Nada
melhor, e às vezes bem fácil, do que sair do alvo terceirizando culpas e
responsabilidades, dando voltas, avançando e recuando, desqualificando os que
denunciam, atiçando os cães de guarda, rindo dos indignados e enganando os
trouxas. O presidente Jair Bolsonaro é
craque nisso, mas ele só acerta porque há quem faça o jogo dele.
O procurador-geral da República, Augusto Aras, diz que abriu nove “investigações preliminares” sobre a ação, ou inação, de Bolsonaro na pandemia. Motivos não faltam, culminando com o atraso das vacinas, mas as investigações nunca saem das preliminares e quem está objetivamente na mira é o general Eduardo Pazuello. Ele bate no peito para dizer que negocia vacinas em várias frentes, sem se penitenciar por fazer em fevereiro de 2021 o que 50 países sérios fazem desde meados de 2020. Além de submisso e atrasado, ele é atrapalhado.
Em ofícios de julho, agosto e outubro de 2020, revelados pela revista Piauí, o Butantan tentou acordar Pazuello para a corrida das vacinas. Ele não deu bola, como não deu para o oxigênio de Manaus, milhões de testes que perderam a validade, a falta de seringas e agulhas, mais a MP que destinava R$ 37 milhões para a pandemia. Um espanto! Mas ele foi posto na Saúde para isso, para deixar para lá. “E daí?”
Agora,
os presidentes da Câmara, Arthur Lira, e do
Senado, Rodrigo
Pacheco, pressionam o ministro Paulo Guedes para
reavivar o auxílio emergencial, enquanto Bolsonaro fica de espectador, falando
o que o mercado quer ouvir, agradando os dois lados e pronto para capitalizar
no final, como na primeira vez. O Congresso impôs, ele ficou com os louros.
Bolsonaro
também foi rápido no gatilho ao dar uma “solução” para os preços dos
combustíveis: mexer no ICMS, que é... estadual. Assim, lava as mãos e empurra a
culpa, e a conta, para os governadores, que ficam cara a cara com caminhoneiros
em pé de guerra e com a classe média estupefata diante dos R$ 5,15 da gasolina
comum nos postos. Alguém tem que dizer não.
Bolsonaro
também acusou a “vacina chinesa do Doria” de “mortes e invalidez”, cancelou a
compra de 46 milhões de doses, não negociou nada e anunciou que não vai se
vacinar, ponto final. Mas, dessa vez, pegou mal. Até seus seguidores acharam um
pouco demais. Qual a saída de Bolsonaro? Consertar o discurso, repetindo o
tempo todo que sempre quis comprar vacinas, desde que a Anvisa autorizasse.

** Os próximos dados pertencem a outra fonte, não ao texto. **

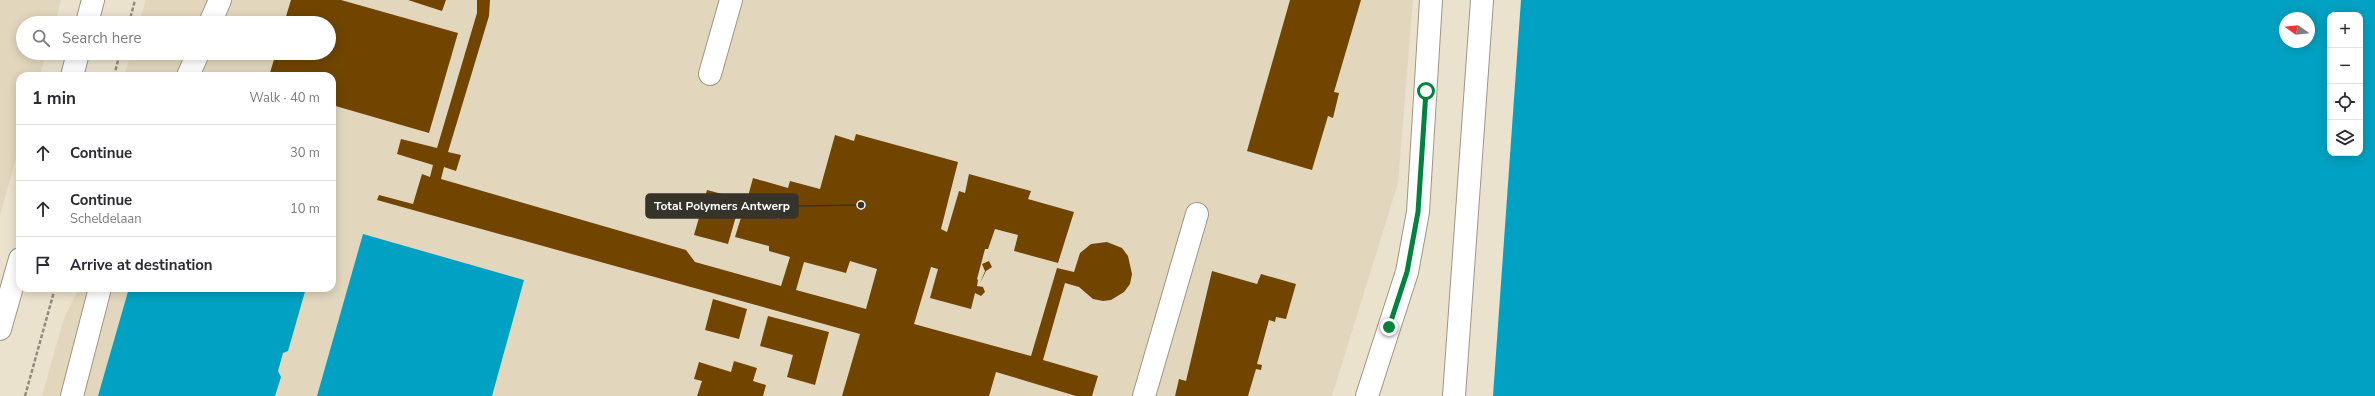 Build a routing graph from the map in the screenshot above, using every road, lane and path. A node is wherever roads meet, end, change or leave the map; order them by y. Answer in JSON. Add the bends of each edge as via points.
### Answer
{"nodes":[{"id":1,"x":94,"y":0,"type":"edge"},
{"id":2,"x":135,"y":0,"type":"edge"},
{"id":3,"x":220,"y":0,"type":"edge"},
{"id":4,"x":731,"y":0,"type":"edge"},
{"id":5,"x":1431,"y":0,"type":"edge"},
{"id":6,"x":1482,"y":0,"type":"edge"},
{"id":7,"x":89,"y":16,"type":"edge"},
{"id":8,"x":131,"y":16,"type":"edge"},
{"id":9,"x":213,"y":16,"type":"edge"},
{"id":10,"x":76,"y":60,"type":"edge"},
{"id":11,"x":118,"y":60,"type":"edge"},
{"id":12,"x":195,"y":60,"type":"edge"},
{"id":13,"x":73,"y":72,"type":"edge"},
{"id":14,"x":115,"y":72,"type":"edge"},
{"id":15,"x":190,"y":72,"type":"edge"},
{"id":16,"x":710,"y":74,"type":"dead end"},
{"id":17,"x":1198,"y":214,"type":"dead end"},
{"id":18,"x":16,"y":273,"type":"edge"},
{"id":19,"x":54,"y":292,"type":"edge"},
{"id":20,"x":99,"y":292,"type":"edge"},
{"id":21,"x":0,"y":329,"type":"edge"},
{"id":22,"x":25,"y":396,"type":"edge"},
{"id":23,"x":72,"y":396,"type":"edge"},
{"id":24,"x":1144,"y":396,"type":"edge"},
{"id":25,"x":1367,"y":396,"type":"edge"},
{"id":26,"x":1454,"y":396,"type":"edge"}],
"edges":[{"from":1,"to":7,"type":"main road"},
{"from":2,"to":8,"type":"path"},
{"from":3,"to":9,"type":"main road"},
{"from":4,"to":16,"type":"main road"},
{"from":5,"to":25,"type":"main road","via":[[1418,212],[1407,272]]},
{"from":6,"to":26,"type":"main road"},
{"from":10,"to":13,"type":"main road"},
{"from":11,"to":14,"type":"path"},
{"from":12,"to":15,"type":"main road"},
{"from":17,"to":24,"type":"main road"},
{"from":18,"to":21,"type":"main road"},
{"from":19,"to":22,"type":"path"},
{"from":20,"to":23,"type":"main road"}]}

Então, de quem é a culpa pelo descaso e atraso? O Centrão diz que é
da... Anvisa.
Na
manhã de quinta, o líder do governo, Ricardo Barros,
disse ao Estadão que a Anvisa “não está nem aí para a pandemia” e
iria “enquadrá-la”. À noite, o Senado aprovou MP dizendo que a agência
“concederá” autorização de vacinas em cinco dias. Logo, ela deixa de analisar e
passa a só carimbar os pedidos. É obrigada a autorizar, mas, se houver reações
adversas graves depois, é ela que responde.
O
líder do governo poria a faca no pescoço do contra-almirante Barra Torres,
amigo de Bolsonaro, sem avisar ao presidente? E foi coincidência Bolsonaro
incluir Barra Torres na sua live, horas depois da ameaça do líder e da
aprovação da MP, para dizer que não interfere na Anvisa? Logo, Congresso e
Anvisa se engalfinham, Bolsonaro finge que não é com ele e a falta de vacinas é
culpa da... Anvisa.
Amigos são paus para toda obra, mas os de Bolsonaro são paus, pedras e vidraças. Que o digam Pazuello, Barra Torres, Ricardo Barros, Ernesto Araújo, Guedes, os novos presidentes do Congresso e, dizem as más línguas, Augusto Aras. Perguntei a ele sobre a versões de que as investigações são só “preliminares” para não dar em nada. Ele reagiu: “Segundo meus adversários...” Soou como “eu não estou aqui para brincadeira”. A conferir.